What can you say about a five-game series that died? That it was overlong and ugly? That it sidelined Evan Gattis and Dan Uggla? Jonathon Niese? And us?

Mike Minor is statistically the Braves’ best starting pitcher this year and, ERA-wise, the fifth-best since mid-season last year (Kris Medlen is still first on that list). And yet, I don’t fully trust him. Maybe it’s the vacillating self-confidence. Maybe it’s the chin beard ripped off from Mr. Spock’s evil twin in “Mirror, Mirror.” Maybe it’s the fact that he went six innings plus two batters, struck out six, and gave up nine hits, including three home runs (two to David Wright, which, Good Lord, with their lineup, why are you pitching to that guy? Also, David: Call me.). Whatever the reason, The Commodore (as some have nicknamed him) was not at his best, giving up four runs for the second straight game.

Wright’s first homer came in the top of the 1st, and for a bit it looked like the hometown side would give as good as it got. Tyler Pastornicky, summoned from Gwinnett because Dan Uggla all of a sudden has vision problems (caused by “a stigmatism” that dates back to “late last year,” according to Dig Dug via Jeff Schultz of the AJC) and might need Lasik surgery, led off with an infield hit. Jason Heyward, determined to fool us into thinking he’s back, followed that with a double to center, and Justin Upton blooped in the first run. Hey, no worries! We’re totally in this!
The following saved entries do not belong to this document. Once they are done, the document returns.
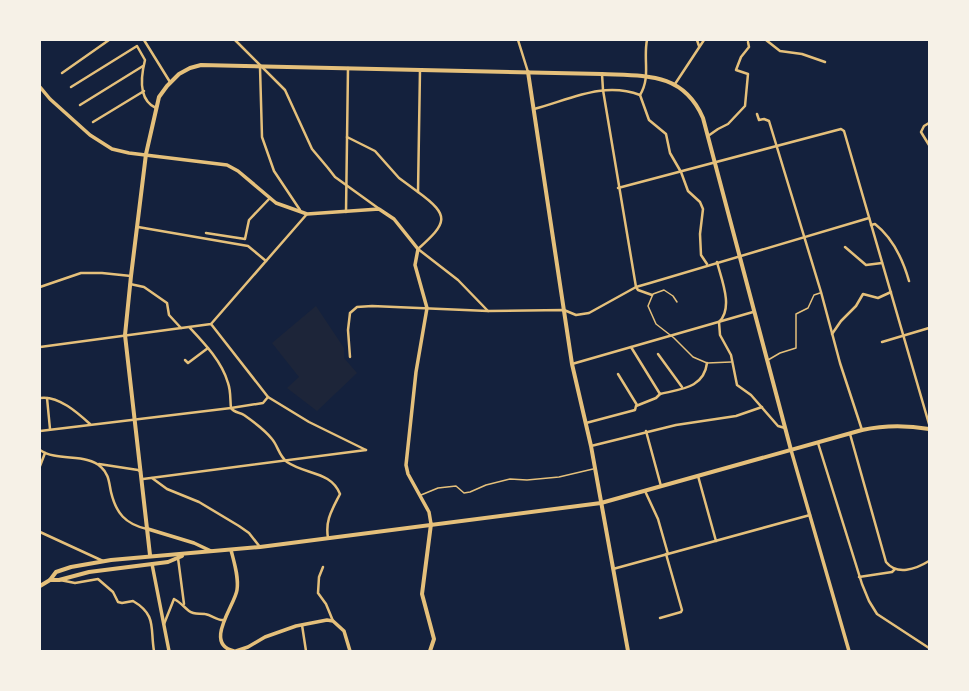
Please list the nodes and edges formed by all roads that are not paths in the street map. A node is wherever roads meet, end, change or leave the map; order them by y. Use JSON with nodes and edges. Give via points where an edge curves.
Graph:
{"nodes":[{"id":1,"x":109,"y":40,"type":"edge"},
{"id":2,"x":144,"y":40,"type":"edge"},
{"id":3,"x":235,"y":40,"type":"edge"},
{"id":4,"x":518,"y":40,"type":"edge"},
{"id":5,"x":647,"y":40,"type":"edge"},
{"id":6,"x":697,"y":40,"type":"edge"},
{"id":7,"x":704,"y":40,"type":"edge"},
{"id":8,"x":766,"y":40,"type":"edge"},
{"id":9,"x":748,"y":42,"type":"dead end"},
{"id":10,"x":699,"y":46,"type":"junction"},
{"id":11,"x":825,"y":62,"type":"dead end"},
{"id":12,"x":143,"y":66,"type":"junction"},
{"id":13,"x":260,"y":67,"type":"junction"},
{"id":14,"x":348,"y":68,"type":"junction"},
{"id":15,"x":420,"y":70,"type":"junction"},
{"id":16,"x":528,"y":72,"type":"junction"},
{"id":17,"x":62,"y":73,"type":"dead end"},
{"id":18,"x":602,"y":74,"type":"junction"},
{"id":19,"x":647,"y":76,"type":"junction"},
{"id":20,"x":170,"y":82,"type":"junction"},
{"id":21,"x":675,"y":84,"type":"junction"},
{"id":22,"x":40,"y":86,"type":"edge"},
{"id":23,"x":71,"y":87,"type":"dead end"},
{"id":24,"x":603,"y":89,"type":"junction"},
{"id":25,"x":144,"y":91,"type":"junction"},
{"id":26,"x":640,"y":95,"type":"junction"},
{"id":27,"x":80,"y":106,"type":"dead end"},
{"id":28,"x":156,"y":108,"type":"junction"},
{"id":29,"x":533,"y":109,"type":"junction"},
{"id":30,"x":757,"y":114,"type":"dead end"},
{"id":31,"x":93,"y":122,"type":"dead end"},
{"id":32,"x":929,"y":123,"type":"edge"},
{"id":33,"x":708,"y":136,"type":"junction"},
{"id":34,"x":347,"y":137,"type":"junction"},
{"id":35,"x":929,"y":145,"type":"edge"},
{"id":36,"x":776,"y":146,"type":"junction"},
{"id":37,"x":146,"y":154,"type":"junction"},
{"id":38,"x":715,"y":163,"type":"junction"},
{"id":39,"x":681,"y":172,"type":"junction"},
{"id":40,"x":346,"y":186,"type":"junction"},
{"id":41,"x":618,"y":188,"type":"junction"},
{"id":42,"x":418,"y":192,"type":"junction"},
{"id":43,"x":270,"y":198,"type":"junction"},
{"id":44,"x":379,"y":209,"type":"junction"},
{"id":45,"x":300,"y":211,"type":"junction"},
{"id":46,"x":346,"y":212,"type":"junction"},
{"id":47,"x":307,"y":214,"type":"junction"},
{"id":48,"x":869,"y":218,"type":"junction"},
{"id":49,"x":871,"y":225,"type":"junction"},
{"id":50,"x":138,"y":227,"type":"junction"},
{"id":51,"x":206,"y":233,"type":"dead end"},
{"id":52,"x":804,"y":238,"type":"junction"},
{"id":53,"x":845,"y":248,"type":"dead end"},
{"id":54,"x":418,"y":249,"type":"junction"},
{"id":55,"x":738,"y":256,"type":"junction"},
{"id":56,"x":266,"y":261,"type":"junction"},
{"id":57,"x":717,"y":262,"type":"junction"},
{"id":58,"x":882,"y":263,"type":"junction"},
{"id":59,"x":707,"y":264,"type":"junction"},
{"id":60,"x":131,"y":276,"type":"junction"},
{"id":61,"x":909,"y":281,"type":"dead end"},
{"id":62,"x":130,"y":284,"type":"junction"},
{"id":63,"x":40,"y":287,"type":"edge"},
{"id":64,"x":636,"y":287,"type":"junction"},
{"id":65,"x":821,"y":292,"type":"junction"},
{"id":66,"x":891,"y":292,"type":"junction"},
{"id":67,"x":652,"y":295,"type":"junction"},
{"id":68,"x":676,"y":302,"type":"dead end"},
{"id":69,"x":427,"y":308,"type":"junction"},
{"id":70,"x":564,"y":310,"type":"junction"},
{"id":71,"x":488,"y":311,"type":"junction"},
{"id":72,"x":754,"y":312,"type":"junction"},
{"id":73,"x":719,"y":322,"type":"junction"},
{"id":74,"x":211,"y":324,"type":"junction"},
{"id":75,"x":189,"y":327,"type":"junction"},
{"id":76,"x":181,"y":328,"type":"junction"},
{"id":77,"x":929,"y":328,"type":"edge"},
{"id":78,"x":832,"y":334,"type":"junction"},
{"id":79,"x":126,"y":335,"type":"junction"},
{"id":80,"x":904,"y":335,"type":"junction"},
{"id":81,"x":671,"y":336,"type":"junction"},
{"id":82,"x":882,"y":342,"type":"dead end"},
{"id":83,"x":40,"y":347,"type":"edge"},
{"id":84,"x":631,"y":347,"type":"junction"},
{"id":85,"x":208,"y":348,"type":"junction"},
{"id":86,"x":658,"y":354,"type":"dead end"},
{"id":87,"x":350,"y":357,"type":"dead end"},
{"id":88,"x":185,"y":360,"type":"dead end"},
{"id":89,"x":767,"y":360,"type":"junction"},
{"id":90,"x":731,"y":362,"type":"junction"},
{"id":91,"x":708,"y":363,"type":"junction"},
{"id":92,"x":572,"y":364,"type":"junction"},
{"id":93,"x":618,"y":374,"type":"dead end"},
{"id":94,"x":682,"y":388,"type":"junction"},
{"id":95,"x":660,"y":394,"type":"junction"},
{"id":96,"x":268,"y":397,"type":"junction"},
{"id":97,"x":40,"y":398,"type":"edge"},
{"id":98,"x":47,"y":398,"type":"junction"},
{"id":99,"x":637,"y":405,"type":"junction"},
{"id":100,"x":762,"y":407,"type":"junction"},
{"id":101,"x":231,"y":408,"type":"junction"},
{"id":102,"x":135,"y":418,"type":"junction"},
{"id":103,"x":586,"y":423,"type":"junction"},
{"id":104,"x":90,"y":424,"type":"junction"},
{"id":105,"x":929,"y":424,"type":"edge"},
{"id":106,"x":784,"y":428,"type":"junction"},
{"id":107,"x":50,"y":429,"type":"junction"},
{"id":108,"x":929,"y":429,"type":"edge"},
{"id":109,"x":862,"y":430,"type":"junction"},
{"id":110,"x":40,"y":431,"type":"edge"},
{"id":111,"x":646,"y":431,"type":"junction"},
{"id":112,"x":850,"y":434,"type":"junction"},
{"id":113,"x":818,"y":443,"type":"junction"},
{"id":114,"x":591,"y":446,"type":"junction"},
{"id":115,"x":40,"y":450,"type":"edge"},
{"id":116,"x":791,"y":450,"type":"junction"},
{"id":117,"x":45,"y":453,"type":"junction"},
{"id":118,"x":285,"y":460,"type":"junction"},
{"id":119,"x":99,"y":464,"type":"junction"},
{"id":120,"x":40,"y":466,"type":"edge"},
{"id":121,"x":595,"y":468,"type":"junction"},
{"id":122,"x":142,"y":472,"type":"junction"},
{"id":123,"x":698,"y":476,"type":"junction"},
{"id":124,"x":143,"y":478,"type":"junction"},
{"id":125,"x":151,"y":478,"type":"junction"},
{"id":126,"x":661,"y":486,"type":"junction"},
{"id":127,"x":645,"y":490,"type":"junction"},
{"id":128,"x":419,"y":496,"type":"junction"},
{"id":129,"x":601,"y":503,"type":"junction"},
{"id":130,"x":810,"y":516,"type":"junction"},
{"id":131,"x":431,"y":524,"type":"junction"},
{"id":132,"x":148,"y":529,"type":"junction"},
{"id":133,"x":40,"y":532,"type":"edge"},
{"id":134,"x":328,"y":538,"type":"junction"},
{"id":135,"x":716,"y":541,"type":"junction"},
{"id":136,"x":260,"y":547,"type":"junction"},
{"id":137,"x":231,"y":550,"type":"junction"},
{"id":138,"x":212,"y":552,"type":"junction"},
{"id":139,"x":667,"y":554,"type":"junction"},
{"id":140,"x":150,"y":555,"type":"junction"},
{"id":141,"x":184,"y":555,"type":"junction"},
{"id":142,"x":178,"y":557,"type":"junction"},
{"id":143,"x":103,"y":561,"type":"junction"},
{"id":144,"x":929,"y":561,"type":"edge"},
{"id":145,"x":152,"y":564,"type":"junction"},
{"id":146,"x":323,"y":567,"type":"dead end"},
{"id":147,"x":613,"y":569,"type":"junction"},
{"id":148,"x":895,"y":569,"type":"junction"},
{"id":149,"x":859,"y":577,"type":"junction"},
{"id":150,"x":50,"y":580,"type":"junction"},
{"id":151,"x":60,"y":580,"type":"junction"},
{"id":152,"x":40,"y":586,"type":"edge"},
{"id":153,"x":184,"y":605,"type":"junction"},
{"id":154,"x":660,"y":618,"type":"dead end"},
{"id":155,"x":223,"y":620,"type":"junction"},
{"id":156,"x":332,"y":621,"type":"junction"},
{"id":157,"x":164,"y":624,"type":"junction"},
{"id":158,"x":302,"y":625,"type":"junction"},
{"id":159,"x":929,"y":648,"type":"edge"},
{"id":160,"x":154,"y":651,"type":"edge"},
{"id":161,"x":169,"y":651,"type":"edge"},
{"id":162,"x":235,"y":651,"type":"edge"},
{"id":163,"x":306,"y":651,"type":"edge"},
{"id":164,"x":350,"y":651,"type":"edge"},
{"id":165,"x":430,"y":651,"type":"edge"},
{"id":166,"x":628,"y":651,"type":"edge"},
{"id":167,"x":849,"y":651,"type":"edge"}],
"edges":[{"from":1,"to":17,"type":"street"},
{"from":2,"to":20,"type":"street"},
{"from":3,"to":13,"type":"street"},
{"from":4,"to":16,"type":"street"},
{"from":5,"to":19,"type":"street"},
{"from":6,"to":10,"type":"street"},
{"from":7,"to":10,"type":"street"},
{"from":8,"to":11,"type":"street","via":[[780,51],[802,54]]},
{"from":9,"to":33,"type":"street","via":[[749,46],[736,70],[748,74],[745,106],[728,124]]},
{"from":10,"to":21,"type":"street"},
{"from":12,"to":23,"type":"street","via":[[144,56],[137,46]]},
{"from":12,"to":25,"type":"street","via":[[141,75]]},
{"from":12,"to":27,"type":"street"},
{"from":13,"to":14,"type":"main road"},
{"from":13,"to":20,"type":"main road","via":[[201,65],[184,71]]},
{"from":13,"to":40,"type":"street","via":[[291,98],[312,149],[335,177]]},
{"from":13,"to":45,"type":"street","via":[[262,137],[274,171]]},
{"from":14,"to":15,"type":"main road"},
{"from":14,"to":34,"type":"street"},
{"from":15,"to":16,"type":"main road"},
{"from":15,"to":42,"type":"street"},
{"from":16,"to":18,"type":"main road"},
{"from":16,"to":29,"type":"main road"},
{"from":18,"to":19,"type":"main road"},
{"from":18,"to":24,"type":"street"},
{"from":19,"to":21,"type":"main road"},
{"from":19,"to":26,"type":"street"},
{"from":20,"to":28,"type":"main road","via":[[159,97]]},
{"from":21,"to":33,"type":"main road","via":[[686,92],[697,106]]},
{"from":22,"to":37,"type":"street","via":[[50,99],[97,141],[117,150]]},
{"from":24,"to":26,"type":"street"},
{"from":24,"to":29,"type":"street"},
{"from":24,"to":41,"type":"street"},
{"from":25,"to":28,"type":"street","via":[[151,106]]},
{"from":25,"to":31,"type":"street"},
{"from":26,"to":39,"type":"street","via":[[649,120],[666,134],[670,154]]},
{"from":28,"to":37,"type":"main road"},
{"from":29,"to":70,"type":"main road"},
{"from":30,"to":36,"type":"street","via":[[759,120],[769,121]]},
{"from":32,"to":35,"type":"street","via":[[921,132]]},
{"from":33,"to":38,"type":"main road"},
{"from":34,"to":40,"type":"street"},
{"from":34,"to":42,"type":"street","via":[[375,151],[399,178]]},
{"from":36,"to":38,"type":"street"},
{"from":36,"to":48,"type":"street","via":[[841,129]]},
{"from":36,"to":52,"type":"street"},
{"from":37,"to":43,"type":"street","via":[[227,165]]},
{"from":37,"to":50,"type":"main road"},
{"from":38,"to":39,"type":"street"},
{"from":38,"to":55,"type":"main road"},
{"from":39,"to":41,"type":"street"},
{"from":39,"to":59,"type":"street","via":[[688,191],[700,202],[702,209],[701,255]]},
{"from":40,"to":44,"type":"street"},
{"from":40,"to":46,"type":"street"},
{"from":41,"to":64,"type":"street"},
{"from":42,"to":54,"type":"street","via":[[439,209],[442,217],[438,231]]},
{"from":43,"to":45,"type":"street","via":[[285,207]]},
{"from":43,"to":51,"type":"street","via":[[249,220],[244,239]]},
{"from":44,"to":46,"type":"street"},
{"from":44,"to":54,"type":"street","via":[[394,219]]},
{"from":45,"to":47,"type":"street"},
{"from":46,"to":47,"type":"street"},
{"from":47,"to":56,"type":"street"},
{"from":48,"to":49,"type":"street"},
{"from":48,"to":52,"type":"street"},
{"from":49,"to":58,"type":"street"},
{"from":49,"to":61,"type":"street","via":[[875,224],[881,229],[899,254]]},
{"from":50,"to":56,"type":"street","via":[[248,246]]},
{"from":50,"to":60,"type":"main road"},
{"from":52,"to":55,"type":"street"},
{"from":52,"to":65,"type":"street"},
{"from":53,"to":58,"type":"street","via":[[866,265]]},
{"from":54,"to":69,"type":"street","via":[[415,265]]},
{"from":54,"to":71,"type":"street","via":[[458,280]]},
{"from":55,"to":57,"type":"street"},
{"from":55,"to":72,"type":"main road"},
{"from":56,"to":74,"type":"street"},
{"from":57,"to":59,"type":"street"},
{"from":57,"to":73,"type":"street","via":[[726,298],[722,319]]},
{"from":58,"to":66,"type":"street"},
{"from":59,"to":64,"type":"street"},
{"from":60,"to":62,"type":"main road"},
{"from":60,"to":63,"type":"street","via":[[81,273]]},
{"from":62,"to":76,"type":"street","via":[[144,287],[167,303],[169,314]]},
{"from":62,"to":79,"type":"main road"},
{"from":64,"to":67,"type":"street"},
{"from":64,"to":70,"type":"street","via":[[585,314],[576,315]]},
{"from":65,"to":78,"type":"street"},
{"from":65,"to":89,"type":"lane","via":[[814,295],[808,308],[796,314],[796,348]]},
{"from":66,"to":78,"type":"street","via":[[878,298],[863,294]]},
{"from":66,"to":80,"type":"street"},
{"from":67,"to":68,"type":"lane","via":[[664,290],[673,296]]},
{"from":67,"to":81,"type":"lane","via":[[648,305],[656,324]]},
{"from":69,"to":71,"type":"street"},
{"from":69,"to":87,"type":"street","via":[[372,306],[354,309],[350,313],[348,325]]},
{"from":69,"to":128,"type":"street","via":[[416,372],[406,465]]},
{"from":70,"to":71,"type":"street"},
{"from":70,"to":92,"type":"main road"},
{"from":72,"to":73,"type":"street"},
{"from":72,"to":89,"type":"main road"},
{"from":73,"to":81,"type":"street"},
{"from":73,"to":90,"type":"street","via":[[720,335],[731,355]]},
{"from":74,"to":75,"type":"street"},
{"from":74,"to":96,"type":"street"},
{"from":75,"to":76,"type":"street"},
{"from":75,"to":85,"type":"street"},
{"from":76,"to":79,"type":"street"},
{"from":77,"to":80,"type":"street"},
{"from":78,"to":109,"type":"street"},
{"from":79,"to":83,"type":"street"},
{"from":79,"to":102,"type":"main road"},
{"from":80,"to":82,"type":"street"},
{"from":80,"to":105,"type":"street"},
{"from":81,"to":84,"type":"street"},
{"from":81,"to":91,"type":"lane","via":[[693,357]]},
{"from":84,"to":92,"type":"street"},
{"from":84,"to":95,"type":"street"},
{"from":85,"to":88,"type":"street","via":[[188,363]]},
{"from":85,"to":101,"type":"street","via":[[228,383]]},
{"from":86,"to":94,"type":"street"},
{"from":89,"to":106,"type":"main road"},
{"from":90,"to":91,"type":"lane"},
{"from":90,"to":100,"type":"street","via":[[737,385],[752,395]]},
{"from":91,"to":94,"type":"street","via":[[699,382]]},
{"from":92,"to":103,"type":"main road"},
{"from":93,"to":99,"type":"street"},
{"from":94,"to":95,"type":"street"},
{"from":95,"to":99,"type":"street"},
{"from":96,"to":101,"type":"street","via":[[263,403]]},
{"from":96,"to":118,"type":"street","via":[[309,422],[366,450]]},
{"from":97,"to":98,"type":"street"},
{"from":98,"to":104,"type":"street","via":[[68,407]]},
{"from":98,"to":107,"type":"street"},
{"from":99,"to":103,"type":"street","via":[[635,410]]},
{"from":100,"to":106,"type":"street","via":[[778,426]]},
{"from":100,"to":111,"type":"street","via":[[736,416]]},
{"from":101,"to":102,"type":"street"},
{"from":101,"to":118,"type":"street","via":[[273,440]]},
{"from":102,"to":104,"type":"street"},
{"from":102,"to":122,"type":"main road"},
{"from":103,"to":114,"type":"main road"},
{"from":104,"to":107,"type":"street"},
{"from":106,"to":116,"type":"main road"},
{"from":107,"to":110,"type":"street"},
{"from":108,"to":109,"type":"main road","via":[[880,426]]},
{"from":109,"to":112,"type":"main road"},
{"from":111,"to":114,"type":"street"},
{"from":111,"to":126,"type":"street"},
{"from":112,"to":113,"type":"main road"},
{"from":112,"to":148,"type":"street","via":[[886,562]]},
{"from":113,"to":116,"type":"main road"},
{"from":113,"to":149,"type":"street"},
{"from":114,"to":121,"type":"main road"},
{"from":115,"to":117,"type":"street"},
{"from":116,"to":123,"type":"main road"},
{"from":116,"to":130,"type":"street"},
{"from":117,"to":119,"type":"street"},
{"from":117,"to":120,"type":"street"},
{"from":118,"to":125,"type":"street"},
{"from":118,"to":134,"type":"street","via":[[337,485],[340,494],[328,516]]},
{"from":119,"to":122,"type":"street"},
{"from":119,"to":132,"type":"street","via":[[109,478],[120,513],[132,525]]},
{"from":121,"to":128,"type":"lane","via":[[559,477],[527,480],[510,478],[464,493],[457,486],[445,486]]},
{"from":121,"to":129,"type":"main road"},
{"from":122,"to":124,"type":"main road"},
{"from":123,"to":126,"type":"main road"},
{"from":123,"to":135,"type":"street"},
{"from":124,"to":125,"type":"street"},
{"from":124,"to":132,"type":"main road"},
{"from":125,"to":136,"type":"street","via":[[167,489],[200,502],[239,526],[249,533]]},
{"from":126,"to":127,"type":"main road"},
{"from":127,"to":129,"type":"main road"},
{"from":127,"to":139,"type":"street","via":[[658,519]]},
{"from":128,"to":131,"type":"street","via":[[429,512]]},
{"from":129,"to":131,"type":"main road"},
{"from":129,"to":147,"type":"main road"},
{"from":130,"to":135,"type":"street"},
{"from":130,"to":167,"type":"street"},
{"from":131,"to":134,"type":"main road"},
{"from":131,"to":165,"type":"main road","via":[[422,594],[434,639]]},
{"from":132,"to":138,"type":"street","via":[[194,543]]},
{"from":132,"to":140,"type":"main road"},
{"from":133,"to":143,"type":"street"},
{"from":134,"to":136,"type":"main road"},
{"from":135,"to":139,"type":"street"},
{"from":136,"to":137,"type":"main road"},
{"from":137,"to":138,"type":"main road"},
{"from":137,"to":155,"type":"street","via":[[237,589]]},
{"from":138,"to":141,"type":"main road"},
{"from":139,"to":147,"type":"street"},
{"from":139,"to":154,"type":"street","via":[[682,610]]},
{"from":140,"to":141,"type":"main road"},
{"from":140,"to":143,"type":"main road"},
{"from":141,"to":142,"type":"main road"},
{"from":142,"to":145,"type":"main road","via":[[168,562]]},
{"from":142,"to":153,"type":"street"},
{"from":143,"to":150,"type":"main road","via":[[56,572]]},
{"from":144,"to":148,"type":"street","via":[[920,567]]},
{"from":145,"to":151,"type":"main road","via":[[89,572]]},
{"from":145,"to":157,"type":"street"},
{"from":146,"to":156,"type":"street","via":[[319,577],[318,593],[326,604]]},
{"from":147,"to":166,"type":"main road"},
{"from":148,"to":149,"type":"street","via":[[892,572]]},
{"from":149,"to":159,"type":"street","via":[[868,601],[878,614]]},
{"from":150,"to":151,"type":"main road"},
{"from":150,"to":152,"type":"main road"},
{"from":151,"to":160,"type":"street","via":[[75,583],[98,580],[113,592],[118,602],[133,601],[139,604],[151,618]]},
{"from":153,"to":155,"type":"street","via":[[190,612]]},
{"from":153,"to":157,"type":"street","via":[[174,599]]},
{"from":155,"to":162,"type":"street","via":[[222,641],[228,649]]},
{"from":156,"to":158,"type":"street"},
{"from":156,"to":164,"type":"street","via":[[344,631]]},
{"from":157,"to":161,"type":"street"},
{"from":158,"to":162,"type":"street","via":[[265,637]]},
{"from":158,"to":163,"type":"street"}]}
After a nothing second inning and a top of the 3rd that featured what our own BrianJ called a “Sesame Street double play” (a.k.a. 1-2-3), Fab Five Freddie Freeman and Justin knocked liners to the outfield and came around to score on hits from Chris Johnson (remember that name) and Gerald Laird. (At one point in the broadcast Chip Carey praised Laird for never having complained about losing playing time to Gattis. Chip obviously hasn’t read the papers in the last couple of weeks.) Now we’re up by two! We’re totally gonna win this!

We totally weren’t.

Top 4, Wright hits his second homer of the night off Mikey, who’s suddenly not looking so top-5. Bottom 4, Niese pulls up lame in the middle of pitching to the Rev; it looks to the world like he’s touching his right oblique, but the Mets insist later it’s tendonitis in his shoulder. You might be forgiven for being ambivalent at this point in the game about what such a development means for the Braves, because while we’re getting hits, at some point it becomes clear that they’re all singles. The best home-run hitting team in the National League is suddenly hitting like…well, like the Mets. (IWOTB?)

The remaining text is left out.